I guess I will have to miss this one or dl off the internet since I don't have NBA TV.I really don't know anything about Brazil,but I assume that Team USA might experiment a little less in this game and start trying to set up more formal rotations.Personally the only big problem I have with things so far is that I think the team needs more structure on offense.I don't guess that there will be much discussion of this game since NBA TV reaches so few homes and because the game will be on at 8AM on the East Coast and I suppose 5AM on the West Coast


----------



## Wade2Bosh

Here's what Coach K said about the substitution patterns:


> We just chose for the first two games to split our team up so we could see different combinations. That's not necessarily how we are going to do it in the future, but these first two games and maybe even for tomorrow's game, we would do the same thing.

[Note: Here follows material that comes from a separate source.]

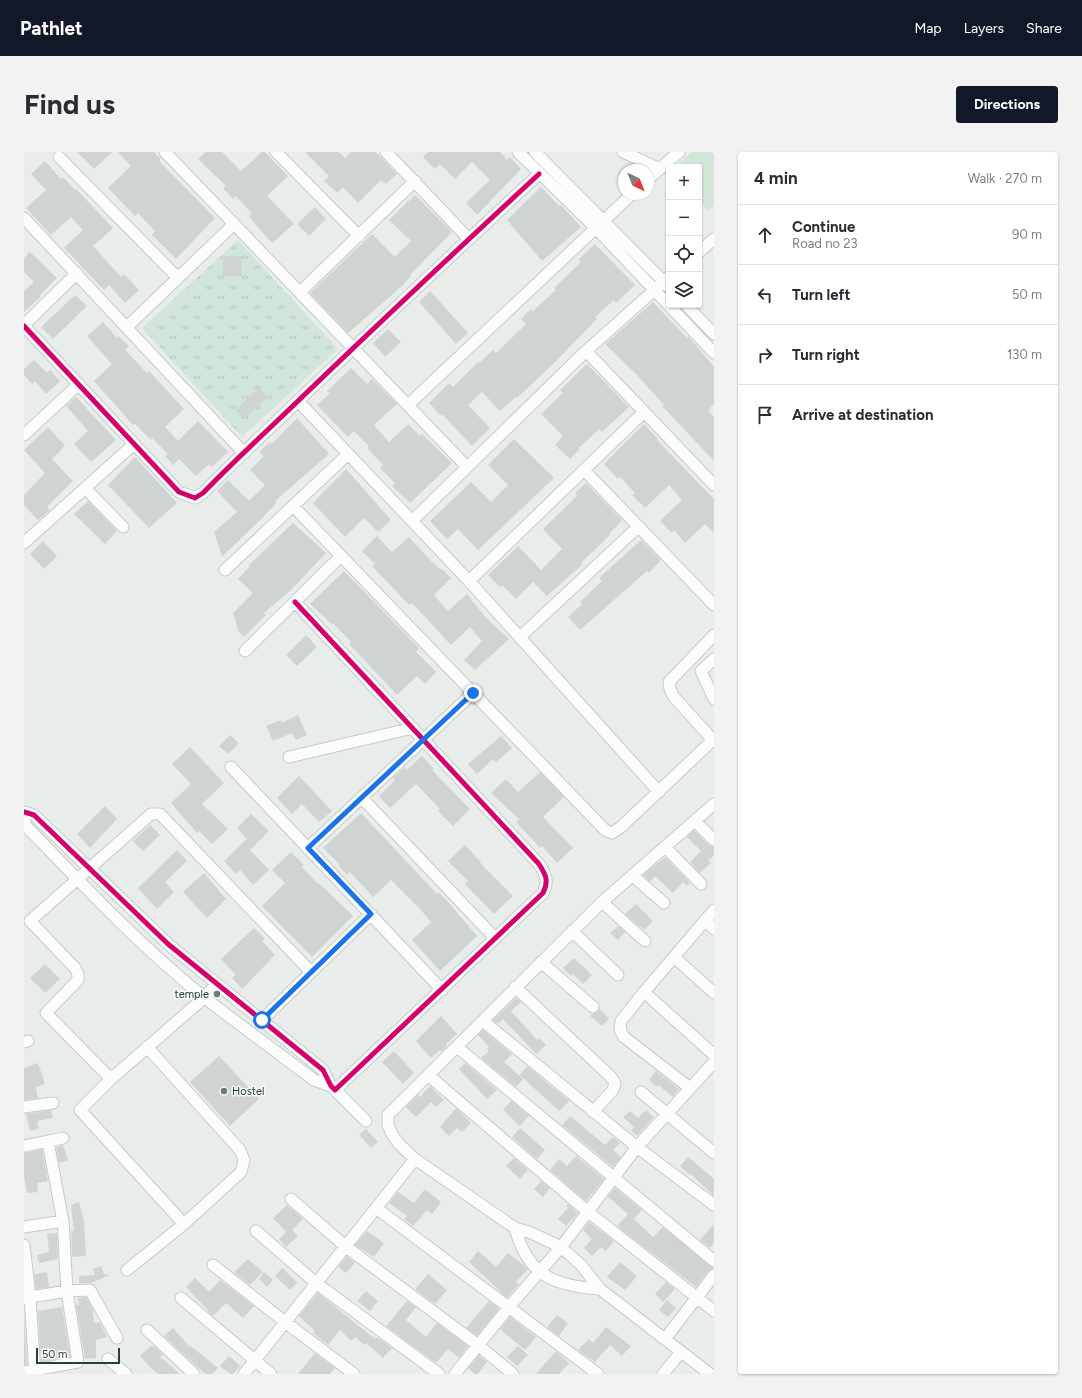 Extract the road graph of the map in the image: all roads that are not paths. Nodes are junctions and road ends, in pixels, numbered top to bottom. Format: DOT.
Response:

http://usabasketball.com/seniormen/2006/06_mwc_exhibition_game2_quotes.html


----------



## ¹²³

I am watching it. A nice game in the first quarter.


----------



## ¹²³

Brazil - 27
USA - 40 

6:18 - 2nd Qrt


----------



## futuristxen

Just started watching. Anyone want to summarize the first two quarters?

I think Brazil is a sleeper team to medal in the WC. They get overlooked a lot, but when you look at their team, they are as talented as anyone.


----------



## futuristxen

Melo injured!
Ut-oh!

Hyperextended knee, won't return.


----------



## girllovesthegame

Ok. Looks like this team has their mind on Melo. Get back to the game guys! They're only up by 5 right now.


----------



## futuristxen

Anderson is playing awesome!
Kid is going to be a superstar very soon. The playoffs were his coming out party. Look at him doing everything out there. The Cavs need to hook him up with some high post plays with Lebron next season.

Barbosa and Anderson are basically running the two man game, and the zone is shutting a cold USA team down.

Looks like it's going to be a game.


----------



## girllovesthegame

Oh no!!! Brazil has the lead!


----------



## futuristxen

We got a game!

Unfortunately they are going to get ripped for this game by the ignorant US sports media.


----------



## kisstherim

Brazil leads by 2! What if they added Nene to their roster?


----------



## ¹²³

Anderson is amazing.


----------



## futuristxen

kisstherim said:


> Brazil leads by 2! What if they added Nene to their roster?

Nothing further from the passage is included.